Interpreting the Practice Standard for Updating the Financial Planning Recommendations
CFP Board has developed a series of case studies to provide practical guidance to CFP® professionals and their firms on the new Code and Standards. Each case study presents a hypothetical factual circumstance and then asks a question about a CFP® professional’s duty in that circumstance under the Code and Standards.
Kayla, a CFP® professional at a small registered investment adviser (RIA) firm, provides financial planning (including ongoing monitoring and updating services) to Isis, a new client, who has a moderate risk tolerance. On June 15 of Year 1, Kayla met with Isis. Isis wants to retire in twelve years and buy a new house. Kayla evaluates Isis’s situation and explains that if she wants to retire in twelve years and buy a new home, then under her present standard of living she needs to increase her ongoing savings to make up for some bad investment choices in the past, invest in a more aggressive manner, or retire a few years later. Currently, the equity markets are performing exceptionally well, and Isis has become comfortable with investing in them again. Isis agrees with Kayla’s recommendation of increasing her exposure to risk in her investment allocation.
On January 15 of Year 2, Isis tells Kayla that she wants to retire in only seven years, five years earlier than originally planned. Kayla views the equity markets and economy as being exceptionally strong and does not recommend making any changes until they meet at their regular meeting in August.

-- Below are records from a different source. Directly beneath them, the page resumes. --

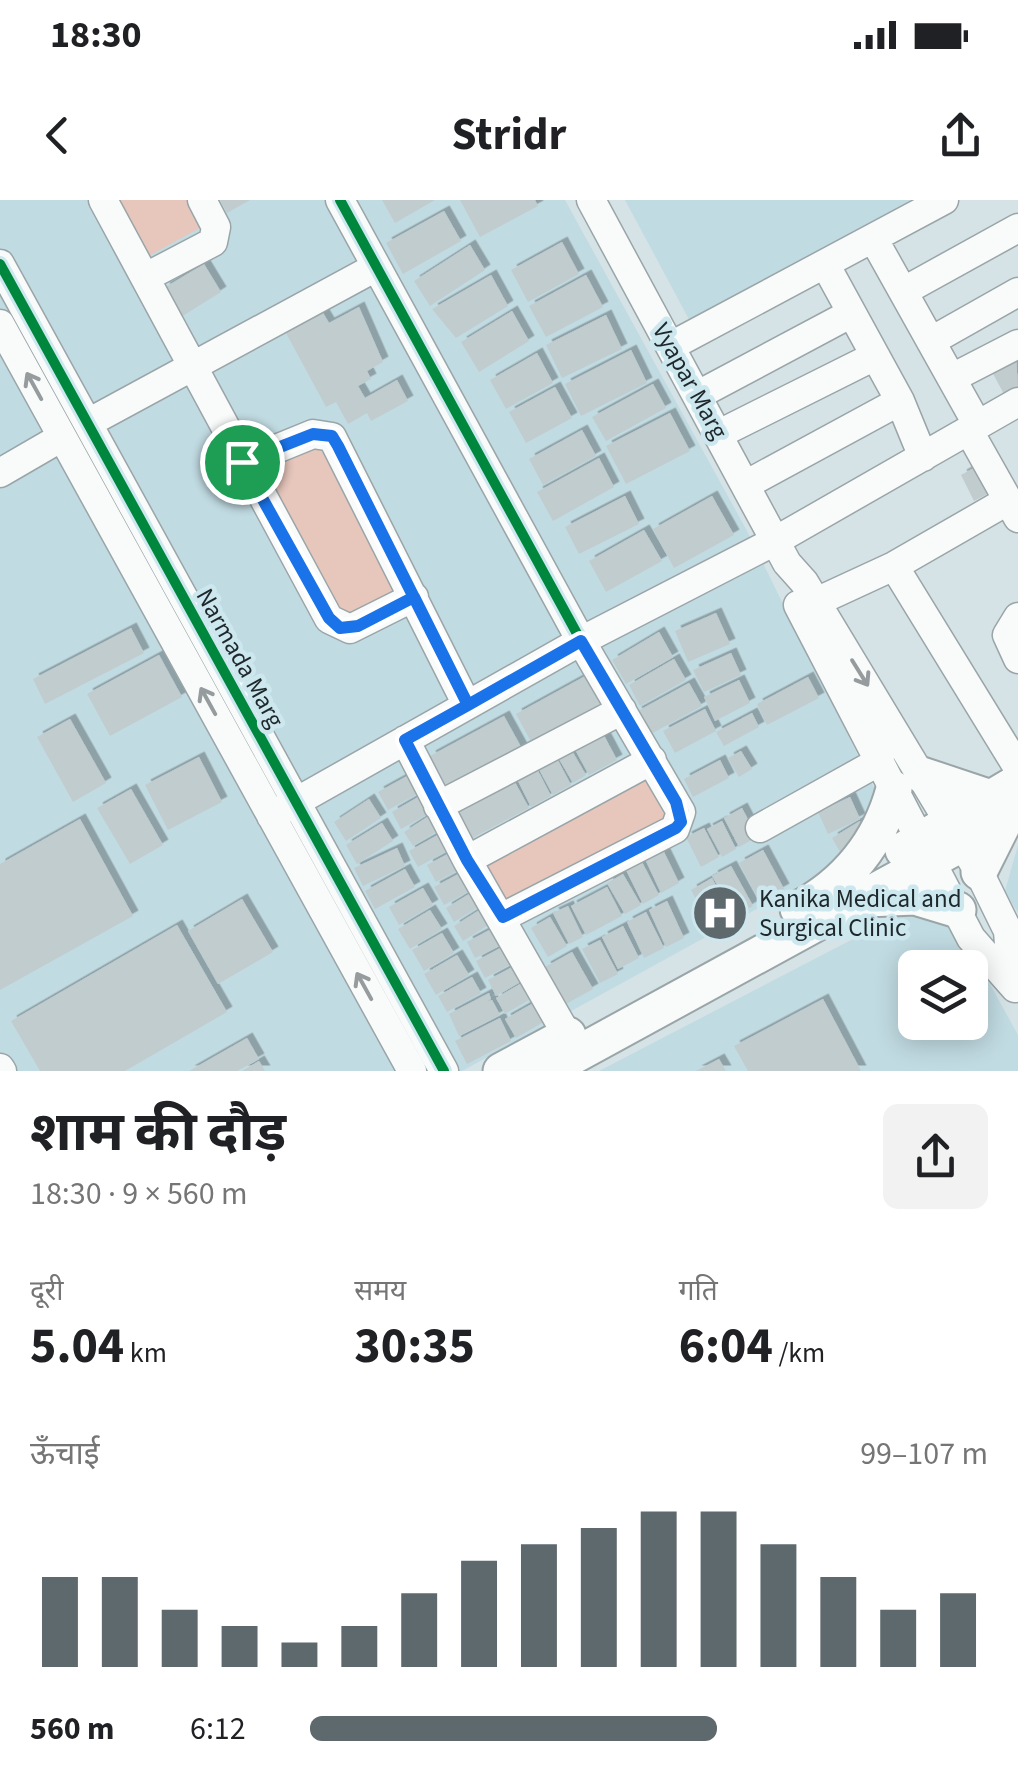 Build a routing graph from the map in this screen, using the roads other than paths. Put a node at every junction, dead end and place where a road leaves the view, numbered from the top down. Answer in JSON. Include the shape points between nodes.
{"nodes":[{"id":1,"x":103,"y":200,"type":"edge"},
{"id":2,"x":202,"y":200,"type":"edge"},
{"id":3,"x":340,"y":200,"type":"edge"},
{"id":4,"x":591,"y":200,"type":"edge"},
{"id":5,"x":944,"y":200,"type":"edge"},
{"id":6,"x":1018,"y":228,"type":"edge"},
{"id":7,"x":873,"y":238,"type":"junction"},
{"id":8,"x":0,"y":264,"type":"edge"},
{"id":9,"x":825,"y":264,"type":"junction"},
{"id":10,"x":376,"y":267,"type":"junction"},
{"id":11,"x":146,"y":277,"type":"junction"},
{"id":12,"x":904,"y":291,"type":"junction"},
{"id":13,"x":1018,"y":292,"type":"edge"},
{"id":14,"x":850,"y":314,"type":"junction"},
{"id":15,"x":0,"y":324,"type":"edge"},
{"id":16,"x":933,"y":340,"type":"junction"},
{"id":17,"x":1018,"y":344,"type":"edge"},
{"id":18,"x":671,"y":346,"type":"junction"},
{"id":19,"x":876,"y":356,"type":"junction"},
{"id":20,"x":196,"y":364,"type":"junction"},
{"id":21,"x":954,"y":377,"type":"junction"},
{"id":22,"x":698,"y":395,"type":"junction"},
{"id":23,"x":900,"y":401,"type":"junction"},
{"id":24,"x":1018,"y":402,"type":"edge"},
{"id":25,"x":88,"y":423,"type":"junction"},
{"id":26,"x":973,"y":428,"type":"junction"},
{"id":27,"x":719,"y":434,"type":"junction"},
{"id":28,"x":62,"y":437,"type":"junction"},
{"id":29,"x":924,"y":458,"type":"junction"},
{"id":30,"x":242,"y":462,"type":"junction"},
{"id":31,"x":0,"y":473,"type":"edge"},
{"id":32,"x":747,"y":484,"type":"junction"},
{"id":33,"x":1013,"y":509,"type":"edge"},
{"id":34,"x":781,"y":552,"type":"junction"},
{"id":35,"x":894,"y":566,"type":"junction"},
{"id":36,"x":414,"y":597,"type":"junction"},
{"id":37,"x":816,"y":602,"type":"junction"},
{"id":38,"x":1018,"y":617,"type":"edge"},
{"id":39,"x":581,"y":641,"type":"junction"},
{"id":40,"x":1018,"y":659,"type":"edge"},
{"id":41,"x":468,"y":705,"type":"junction"},
{"id":42,"x":622,"y":710,"type":"junction"},
{"id":43,"x":405,"y":740,"type":"junction"},
{"id":44,"x":652,"y":760,"type":"junction"},
{"id":45,"x":1018,"y":768,"type":"edge"},
{"id":46,"x":899,"y":775,"type":"junction"},
{"id":47,"x":297,"y":802,"type":"junction"},
{"id":48,"x":1008,"y":803,"type":"edge"},
{"id":49,"x":438,"y":806,"type":"junction"},
{"id":50,"x":271,"y":816,"type":"junction"},
{"id":51,"x":760,"y":828,"type":"dead end"},
{"id":52,"x":949,"y":847,"type":"junction"},
{"id":53,"x":467,"y":860,"type":"junction"},
{"id":54,"x":844,"y":896,"type":"junction"},
{"id":55,"x":958,"y":910,"type":"junction"},
{"id":56,"x":503,"y":917,"type":"junction"},
{"id":57,"x":1015,"y":989,"type":"edge"},
{"id":58,"x":567,"y":1035,"type":"junction"},
{"id":59,"x":412,"y":1071,"type":"edge"},
{"id":60,"x":444,"y":1071,"type":"edge"},
{"id":61,"x":501,"y":1071,"type":"edge"},
{"id":62,"x":546,"y":1071,"type":"edge"}],
"edges":[{"from":1,"to":11,"type":"street"},
{"from":2,"to":11,"type":"street","via":[[216,227],[213,242]]},
{"from":3,"to":10,"type":"street"},
{"from":4,"to":18,"type":"street","name":"Vyapar Marg"},
{"from":5,"to":7,"type":"street"},
{"from":6,"to":12,"type":"street"},
{"from":7,"to":9,"type":"street"},
{"from":7,"to":12,"type":"street"},
{"from":8,"to":25,"type":"street","name":"Narmada Marg"},
{"from":9,"to":14,"type":"street"},
{"from":9,"to":18,"type":"street"},
{"from":10,"to":20,"type":"street"},
{"from":10,"to":39,"type":"street"},
{"from":11,"to":20,"type":"street"},
{"from":12,"to":16,"type":"street"},
{"from":13,"to":16,"type":"street"},
{"from":14,"to":19,"type":"street"},
{"from":14,"to":22,"type":"street"},
{"from":28,"to":15,"type":"street","name":"Narmada Marg","one_way":true},
{"from":16,"to":21,"type":"street"},
{"from":17,"to":21,"type":"street"},
{"from":18,"to":22,"type":"street","name":"Vyapar Marg"},
{"from":19,"to":23,"type":"street"},
{"from":19,"to":27,"type":"street"},
{"from":20,"to":25,"type":"street"},
{"from":20,"to":30,"type":"street"},
{"from":21,"to":26,"type":"street"},
{"from":22,"to":27,"type":"street","name":"Vyapar Marg"},
{"from":23,"to":29,"type":"street"},
{"from":23,"to":32,"type":"street"},
{"from":24,"to":26,"type":"street"},
{"from":25,"to":47,"type":"street","name":"Narmada Marg"},
{"from":26,"to":29,"type":"street"},
{"from":26,"to":33,"type":"street"},
{"from":27,"to":32,"type":"street","name":"Vyapar Marg"},
{"from":28,"to":31,"type":"street"},
{"from":50,"to":28,"type":"street","name":"Narmada Marg","one_way":true},
{"from":29,"to":34,"type":"street"},
{"from":30,"to":36,"type":"street","via":[[340,628],[358,626]]},
{"from":30,"to":36,"type":"street","via":[[313,434],[332,436]]},
{"from":32,"to":34,"type":"street","name":"Vyapar Marg"},
{"from":33,"to":35,"type":"street"},
{"from":34,"to":37,"type":"street","name":"Vyapar Marg"},
{"from":34,"to":39,"type":"street"},
{"from":34,"to":46,"type":"street","name":"Vyapar Marg","via":[[791,592]]},
{"from":35,"to":37,"type":"street"},
{"from":35,"to":45,"type":"street"},
{"from":36,"to":41,"type":"street"},
{"from":37,"to":46,"type":"street","name":"Vyapar Marg","one_way":true},
{"from":38,"to":40,"type":"street","via":[[1007,636]]},
{"from":39,"to":41,"type":"street"},
{"from":39,"to":42,"type":"street"},
{"from":41,"to":43,"type":"street"},
{"from":42,"to":44,"type":"street"},
{"from":42,"to":49,"type":"street"},
{"from":43,"to":47,"type":"street"},
{"from":43,"to":49,"type":"street"},
{"from":44,"to":53,"type":"street"},
{"from":44,"to":56,"type":"street","via":[[681,812],[676,828]]},
{"from":46,"to":48,"type":"main road"},
{"from":46,"to":51,"type":"street"},
{"from":46,"to":52,"type":"street","name":"Vyapar Marg"},
{"from":46,"to":54,"type":"main road"},
{"from":47,"to":50,"type":"street"},
{"from":47,"to":60,"type":"street","name":"Narmada Marg"},
{"from":48,"to":52,"type":"main road"},
{"from":48,"to":52,"type":"main road"},
{"from":49,"to":53,"type":"street"},
{"from":59,"to":50,"type":"street","name":"Narmada Marg","one_way":true},
{"from":52,"to":54,"type":"main road"},
{"from":52,"to":55,"type":"street"},
{"from":52,"to":57,"type":"street","via":[[1008,931]]},
{"from":53,"to":56,"type":"street"},
{"from":54,"to":55,"type":"main road","via":[[916,897]]},
{"from":54,"to":58,"type":"main road"},
{"from":54,"to":62,"type":"main road"},
{"from":55,"to":57,"type":"street","via":[[979,950]]},
{"from":56,"to":58,"type":"street"},
{"from":58,"to":61,"type":"main road"}]}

In February of Year 2, the equity markets experience a deep decline and Isis’s portfolio suffers a significant loss.
In accordance with the Practice Standards, what steps should Kayla have taken in monitoring and updating Isis’s plan? Choose the most complete response.
Response A is not the best response because a CFP® professional would not be able to predict a steep decline in the market.
Response B is the best response. This case involves the Practice Standards for the Financial Planning Process, Monitoring Progress and Updating (Standard C.7).
A CFP® professional must establish with the Client whether the CFP® professional has monitoring and updating responsibilities. When the CFP® professional has responsibilities for monitoring and updating, the CFP® professional must communicate to the Client:
- Which actions, products, and services are and are not subject to the CFP® professional’s monitoring responsibility;
- How and when the CFP® professional will monitor the actions, products, and services;
- The Client’s responsibility to inform the CFP® professional of any Material changes to the Client’s qualitative and quantitative information;
- The CFP® professional’s responsibility to update the Financial Planning recommendations; and
- How and when the CFP® professional will update the Financial Planning recommendations.
A CFP® professional who has monitoring responsibilities must analyze, at appropriate intervals, the progress toward achieving the Client’s goals. The CFP® professional must review with the Client the results of the CFP® professional’s analysis. A CFP® professional who has monitoring responsibility must also collaborate with the Client in an attempt to obtain current qualitative and quantitative information concerning the Client’s personal and financial circumstances. Where a CFP® professional has updating responsibility, the CFP® professional must determine whether circumstances warrant changes to the Client’s goals, recommendations, or selection of actions, or products or services. Information is Material when a reasonable Client or prospective Client would consider the information important in making a decision.
Isis informed Kayla of a Material change in her circumstances when she modified her retirement timeline. Therefore, when Isis notified Kayla of the accelerated retirement date, Kayla should have re-run her projections in Isis’s financial plan and discussed with Isis any changes to the financial planning recommendations. For example, the accelerated retirement timeline will effect Isis’s income needs in retirement, requiring a larger pool of assets to distribute from given the earlier termination of her employment income. Kayla should have reevaluated Isis’s portfolio and evaluated the probability of success given the five additional years of retirement. This may have changed Kayla’s financial planning recommendations. Kayla might have advised Isis to reduce expenses, increase pre-retirement savings, or possibly develop a phased retirement approach. Laruen may have needed to advise Isis that she is unable to retire early given her existing portfolio, income level, and risk profile.
Response C is not the best response because Isis is not responsible for directing Kayla to update her portfolio.
Response D is not the best response because the Practice Standards do not require monthly monitoring. The Practice Standards require a CFP® professional who has monitoring responsibilities to analyze, at appropriate intervals, the progress toward achieving the Client’s goals. The CFP® professional must review with the Client the results of the CFP® professional’s analysis.
Relevant Standards and Definitions: Monitoring Progress and Updating (Standard C.7.) and Material (Glossary).